これらの情報はその日の1RMテスト重量を定めるのに使われ、また研究後に分析されました。

カフェイン摂取によって主観的回復度は向上しましたが、必ずしもパフォーマンスを向上させませんでした。

そのため、そのセッションが好調になるかどうかは、プレワークアウトを摂った後の感覚で判断しきれません。

一方で、ウォームアップ最終セットの主観的運動強度の低下(RPEの低下、RIRの向上)は、パフォーマンス向上に繋がっていました。

興味深いことに、バーベル挙上速度とパフォーマンスの関係(3名中1名のみに当てはまった)よりも、主観的運動強度とパフォーマンスの関係(3名共に当てはまった)の方が発生率が高かったです。

つまり、プレワークアウトでテンションがあがったり、ウォームアップ最終セットで「速く」バーを動かせたりといったことよりも、ウォームアップが簡単に感じた時こそが、メインセットのパフォーマンスが好調となる指標ということです。

最後に

注意:毎日1RMを行うのは精神的にも肉体的にも負荷が大きいです。その他の選択肢を考慮した後に、一時的な手段として慎重に行うべきです。

初級・中級リフターは適度なボリューム・強度・頻度であれば、どのようなトレーニング手法でも成長できます。

そのため、毎日1RMテストをするのは、テクニックが固まって精神的にも肉体的にも耐久力のある上級者のみが行うべきで、その際もピーキングのような一時的手段として実施されるべきです。

これらを実践的なものにまとめると、まず最初に忘れてはならないのが、パフォーマンス向上のためのトレーニングは厳しいもので、レベルが上がるにつれてさらに厳しくなるという点です。

パフォーマンスを継続的に向上させるためには、さらにハードなトレーニング手法であったり、抜本的なアプローチが必要になるかもしれません。

本記事で解説した運動適応のために重要な原則を守り、適切に判断・注意していれば、オーバートレーニングのリスクを最小限に抑えながらパフォーマンスを伸ばせるでしょう。

しかしながら、それにはオーバーリーチングが必要になるかもしれません。そのような場合は、以下の要素を考慮してください。

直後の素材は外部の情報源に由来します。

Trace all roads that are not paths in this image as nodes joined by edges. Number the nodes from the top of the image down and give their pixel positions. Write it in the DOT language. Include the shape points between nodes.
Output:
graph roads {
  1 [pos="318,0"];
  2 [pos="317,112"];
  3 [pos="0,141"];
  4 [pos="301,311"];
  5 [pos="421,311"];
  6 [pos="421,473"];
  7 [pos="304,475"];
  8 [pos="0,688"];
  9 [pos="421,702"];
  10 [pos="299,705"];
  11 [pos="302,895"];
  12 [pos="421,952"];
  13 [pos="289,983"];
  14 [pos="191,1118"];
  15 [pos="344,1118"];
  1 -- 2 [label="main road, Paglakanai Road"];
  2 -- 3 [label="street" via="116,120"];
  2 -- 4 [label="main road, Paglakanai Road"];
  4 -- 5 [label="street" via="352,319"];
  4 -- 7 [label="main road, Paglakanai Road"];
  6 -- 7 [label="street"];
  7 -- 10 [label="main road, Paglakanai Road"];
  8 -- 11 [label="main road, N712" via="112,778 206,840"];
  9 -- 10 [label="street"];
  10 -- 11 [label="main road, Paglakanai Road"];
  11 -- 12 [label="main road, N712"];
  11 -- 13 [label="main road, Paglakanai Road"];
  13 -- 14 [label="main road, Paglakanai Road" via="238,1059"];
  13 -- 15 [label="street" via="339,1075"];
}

  • 気分と活力を高めるためにカフェインを使用する。疲労している時になんとかジムに行くためには便利ですが、パフォーマンスに繋がるとは限りません。プレワークアウトでテンションが上がったとしても慎重にトレーニングしましょう。
  • 絶好調に感じ、もしそれがプレワークアウトによる感覚でないとしたら、その日はさらにパフォーマンスを上げて追い込めるかもしれません。しかしながら、次のセッションでは疲労が高まるでしょう。
  • RPEのような主観的指標を利用しない、バーベル挙上速度のような客観的指標が向上しても、高レベルなパフォーマンスには繋がらないでしょう。バーに触れる前に成功するかは決まります。「感覚は嘘」と考えるのはハードコアかもしれませんが、適切なアドバイスではありません。慎重に本能に従いましょう。
  • オーバーリーチング期にはパフォーマンスが上下します。普通のことです。しかしながら、数週間パフォーマンス低下が一貫している場合、オーバートレーニングになります。それは普通ではありません。上下していても徐々に良くなっていれば、耐えることで新たな適応に繋がるかもしれません。